Backup, Linux, Rsync, Sysadmin
David Egan

Copy a directory comprised of incremental backup to a separate hard disk.

When an incremental backup makes use of hardlinks, these need to be preserved when copying the backup directory. Otherwise, all files are copied individually, taking up a lot more space on the destination directory.

File Format
If copying to an external drive, it should be formatted to an ext3 or ext4 filesystem. FAT(32) formatting won’t work - it doesn’t support permission & ownership data

When rsync’ing with the -a option, hardlinks are NOT automatically preserved:

Note that -a does not preserve hardlinks, because finding multiply-linked files is expensive. You must separately specify -H.

rsync Man page

Hardlinks are generally a critical element of incremental backups. Hardlinks allow multiple directory/file entries to be associated with a single inode. If you do not include the rsync -H argument, when copying a set of incrementally backed-up directories rsync would copy files in their entirety.
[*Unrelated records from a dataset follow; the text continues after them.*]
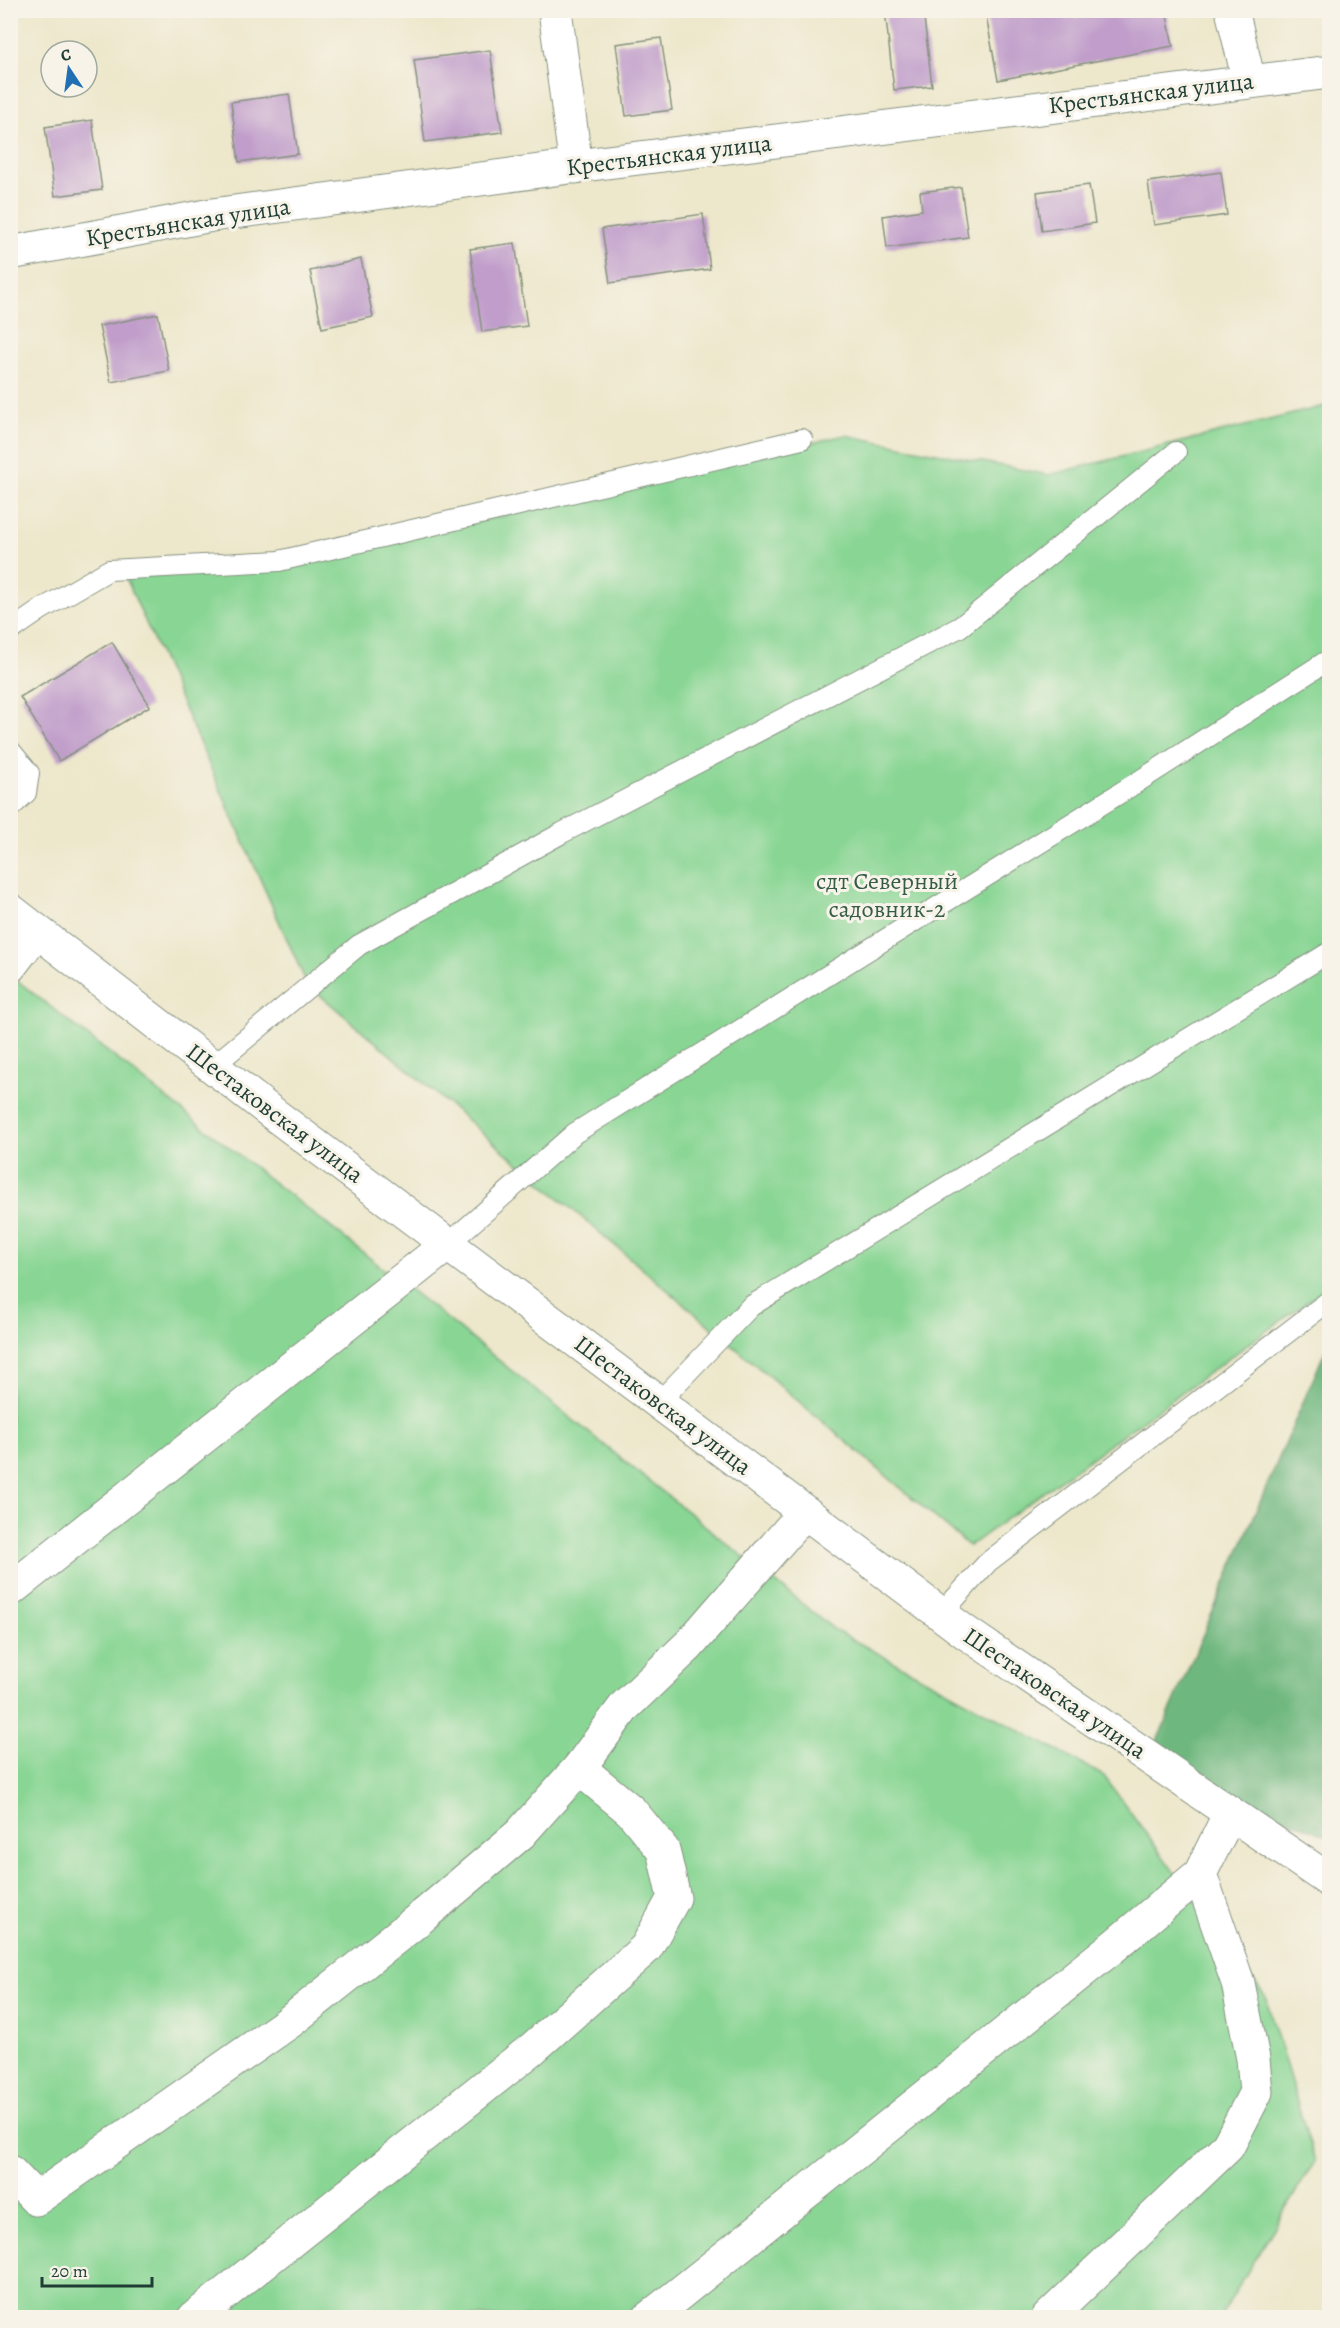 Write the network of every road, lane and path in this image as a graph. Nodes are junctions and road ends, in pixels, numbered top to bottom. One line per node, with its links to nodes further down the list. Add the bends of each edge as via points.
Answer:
1 (555, 10): 5 (street)
2 (1232, 10): 4 (street)
3 (1329, 72): 4 (street, Крестьянская улица)
4 (1250, 81): 5 (street, Крестьянская улица)
5 (576, 166): 6 (street, Крестьянская улица, via 212,215)
6 (10, 253)
7 (802, 440): 9 (lane, via 279,561 109,570)
8 (1176, 452): 17 (lane, via 960,627 562,833 359,945)
9 (10, 631)
10 (1329, 659): 18 (lane, via 575,1133)
11 (10, 750): 12 (lane, via 29,773 26,793)
12 (10, 807)
13 (10, 910): 14 (street, Шестаковская улица)
14 (37, 931): 16 (street); 17 (street, Шестаковская улица)
15 (1329, 952): 20 (lane, via 751,1306)
16 (10, 966)
17 (213, 1066): 18 (street, Шестаковская улица)
18 (448, 1244): 20 (street, Шестаковская улица); 22 (street)
19 (1329, 1300): 23 (lane, via 988,1562)
20 (658, 1402): 21 (street, Шестаковская улица)
21 (805, 1512): 23 (street, Шестаковская улица); 24 (street, via 689,1645 625,1706)
22 (10, 1590)
23 (941, 1614): 25 (street, Шестаковская улица)
24 (579, 1768): 28 (street, via 520,1834 288,2023 36,2199); 29 (street, via 631,1811 663,1850 674,1898 646,1948 532,2049)
25 (1230, 1813): 26 (street); 27 (street, Шестаковская улица)
26 (1200, 1874): 30 (street); 31 (street, via 1238,1983 1256,2092 1228,2146)
27 (1329, 1881)
28 (10, 2172)
29 (194, 2318)
30 (649, 2318)
31 (1048, 2318)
This would lose the space saving benefits of the hardlinked incremental backup.

rsync Command

rsync -az --exclude='*.zip' -H --progress /source-drive/name /destination-drive


  • -a Archive mode; recursive, copy symlinks as symlinks, preserve permissions, preserve modification times, preserve group, preserve owner, preserve special & device files.
  • -z Compress the file data being transferred
  • --exclude='*.zip' do not transfer files with a .zip extension
  • -H Preserve hardlinks
  • --progress print info about the transfer (for the terminally bored, but at least you can see it’s doing something)

Note that the lack of a trailing slash on the source directory will result in this directory being created in the destination directory (if it doesn’t already exist).